**Supplied data**
+---+
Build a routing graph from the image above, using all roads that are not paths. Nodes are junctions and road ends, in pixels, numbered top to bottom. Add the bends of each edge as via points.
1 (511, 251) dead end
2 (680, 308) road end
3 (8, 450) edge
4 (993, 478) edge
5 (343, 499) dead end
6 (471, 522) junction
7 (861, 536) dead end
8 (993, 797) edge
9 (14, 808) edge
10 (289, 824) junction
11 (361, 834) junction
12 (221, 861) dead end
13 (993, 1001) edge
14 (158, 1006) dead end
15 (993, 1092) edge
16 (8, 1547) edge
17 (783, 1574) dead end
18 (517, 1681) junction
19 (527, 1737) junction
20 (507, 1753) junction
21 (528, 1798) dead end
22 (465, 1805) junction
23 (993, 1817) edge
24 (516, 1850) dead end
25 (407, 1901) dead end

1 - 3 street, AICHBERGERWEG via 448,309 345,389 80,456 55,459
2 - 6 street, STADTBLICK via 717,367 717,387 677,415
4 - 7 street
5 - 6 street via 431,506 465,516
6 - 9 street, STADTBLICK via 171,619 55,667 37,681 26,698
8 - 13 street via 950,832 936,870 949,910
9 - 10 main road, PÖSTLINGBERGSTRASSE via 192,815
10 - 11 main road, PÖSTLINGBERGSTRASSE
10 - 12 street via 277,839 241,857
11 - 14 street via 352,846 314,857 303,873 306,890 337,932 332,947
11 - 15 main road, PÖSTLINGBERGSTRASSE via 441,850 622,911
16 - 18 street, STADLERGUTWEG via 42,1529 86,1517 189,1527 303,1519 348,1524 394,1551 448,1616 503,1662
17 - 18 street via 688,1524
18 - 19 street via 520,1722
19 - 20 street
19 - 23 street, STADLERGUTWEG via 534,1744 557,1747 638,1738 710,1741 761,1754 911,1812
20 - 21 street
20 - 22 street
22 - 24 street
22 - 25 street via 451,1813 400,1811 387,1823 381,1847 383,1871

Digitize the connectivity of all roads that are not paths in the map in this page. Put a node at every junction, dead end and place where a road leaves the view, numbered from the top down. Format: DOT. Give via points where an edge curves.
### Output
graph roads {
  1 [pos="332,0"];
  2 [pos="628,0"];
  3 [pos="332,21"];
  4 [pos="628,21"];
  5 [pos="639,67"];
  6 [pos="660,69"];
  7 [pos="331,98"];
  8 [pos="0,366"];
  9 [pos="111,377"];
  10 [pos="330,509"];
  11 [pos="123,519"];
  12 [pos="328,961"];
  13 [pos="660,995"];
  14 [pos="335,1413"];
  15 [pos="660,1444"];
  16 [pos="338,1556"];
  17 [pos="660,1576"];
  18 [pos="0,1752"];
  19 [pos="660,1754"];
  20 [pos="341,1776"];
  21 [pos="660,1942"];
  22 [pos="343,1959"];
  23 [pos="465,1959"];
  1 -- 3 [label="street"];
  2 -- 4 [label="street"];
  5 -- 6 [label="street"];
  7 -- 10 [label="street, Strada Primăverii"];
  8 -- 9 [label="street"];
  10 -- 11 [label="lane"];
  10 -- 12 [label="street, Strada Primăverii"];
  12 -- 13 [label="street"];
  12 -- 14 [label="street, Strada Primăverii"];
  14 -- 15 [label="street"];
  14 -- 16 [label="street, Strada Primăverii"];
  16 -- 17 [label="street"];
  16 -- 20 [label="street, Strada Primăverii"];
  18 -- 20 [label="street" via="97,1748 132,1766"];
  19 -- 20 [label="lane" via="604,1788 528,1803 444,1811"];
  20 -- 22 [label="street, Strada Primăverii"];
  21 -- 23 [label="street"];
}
+---+
**Your instructions**
Output the data above exactly, please, line for line.

**Expected answer**
Build a routing graph from the image above, using all roads that are not paths. Nodes are junctions and road ends, in pixels, numbered top to bottom. Add the bends of each edge as via points.
1 (511, 251) dead end
2 (680, 308) road end
3 (8, 450) edge
4 (993, 478) edge
5 (343, 499) dead end
6 (471, 522) junction
7 (861, 536) dead end
8 (993, 797) edge
9 (14, 808) edge
10 (289, 824) junction
11 (361, 834) junction
12 (221, 861) dead end
13 (993, 1001) edge
14 (158, 1006) dead end
15 (993, 1092) edge
16 (8, 1547) edge
17 (783, 1574) dead end
18 (517, 1681) junction
19 (527, 1737) junction
20 (507, 1753) junction
21 (528, 1798) dead end
22 (465, 1805) junction
23 (993, 1817) edge
24 (516, 1850) dead end
25 (407, 1901) dead end

1 - 3 street, AICHBERGERWEG via 448,309 345,389 80,456 55,459
2 - 6 street, STADTBLICK via 717,367 717,387 677,415
4 - 7 street
5 - 6 street via 431,506 465,516
6 - 9 street, STADTBLICK via 171,619 55,667 37,681 26,698
8 - 13 street via 950,832 936,870 949,910
9 - 10 main road, PÖSTLINGBERGSTRASSE via 192,815
10 - 11 main road, PÖSTLINGBERGSTRASSE
10 - 12 street via 277,839 241,857
11 - 14 street via 352,846 314,857 303,873 306,890 337,932 332,947
11 - 15 main road, PÖSTLINGBERGSTRASSE via 441,850 622,911
16 - 18 street, STADLERGUTWEG via 42,1529 86,1517 189,1527 303,1519 348,1524 394,1551 448,1616 503,1662
17 - 18 street via 688,1524
18 - 19 street via 520,1722
19 - 20 street
19 - 23 street, STADLERGUTWEG via 534,1744 557,1747 638,1738 710,1741 761,1754 911,1812
20 - 21 street
20 - 22 street
22 - 24 street
22 - 25 street via 451,1813 400,1811 387,1823 381,1847 383,1871

Digitize the connectivity of all roads that are not paths in the map in this page. Put a node at every junction, dead end and place where a road leaves the view, numbered from the top down. Format: DOT. Give via points where an edge curves.
### Output
graph roads {
  1 [pos="332,0"];
  2 [pos="628,0"];
  3 [pos="332,21"];
  4 [pos="628,21"];
  5 [pos="639,67"];
  6 [pos="660,69"];
  7 [pos="331,98"];
  8 [pos="0,366"];
  9 [pos="111,377"];
  10 [pos="330,509"];
  11 [pos="123,519"];
  12 [pos="328,961"];
  13 [pos="660,995"];
  14 [pos="335,1413"];
  15 [pos="660,1444"];
  16 [pos="338,1556"];
  17 [pos="660,1576"];
  18 [pos="0,1752"];
  19 [pos="660,1754"];
  20 [pos="341,1776"];
  21 [pos="660,1942"];
  22 [pos="343,1959"];
  23 [pos="465,1959"];
  1 -- 3 [label="street"];
  2 -- 4 [label="street"];
  5 -- 6 [label="street"];
  7 -- 10 [label="street, Strada Primăverii"];
  8 -- 9 [label="street"];
  10 -- 11 [label="lane"];
  10 -- 12 [label="street, Strada Primăverii"];
  12 -- 13 [label="street"];
  12 -- 14 [label="street, Strada Primăverii"];
  14 -- 15 [label="street"];
  14 -- 16 [label="street, Strada Primăverii"];
  16 -- 17 [label="street"];
  16 -- 20 [label="street, Strada Primăverii"];
  18 -- 20 [label="street" via="97,1748 132,1766"];
  19 -- 20 [label="lane" via="604,1788 528,1803 444,1811"];
  20 -- 22 [label="street, Strada Primăverii"];
  21 -- 23 [label="street"];
}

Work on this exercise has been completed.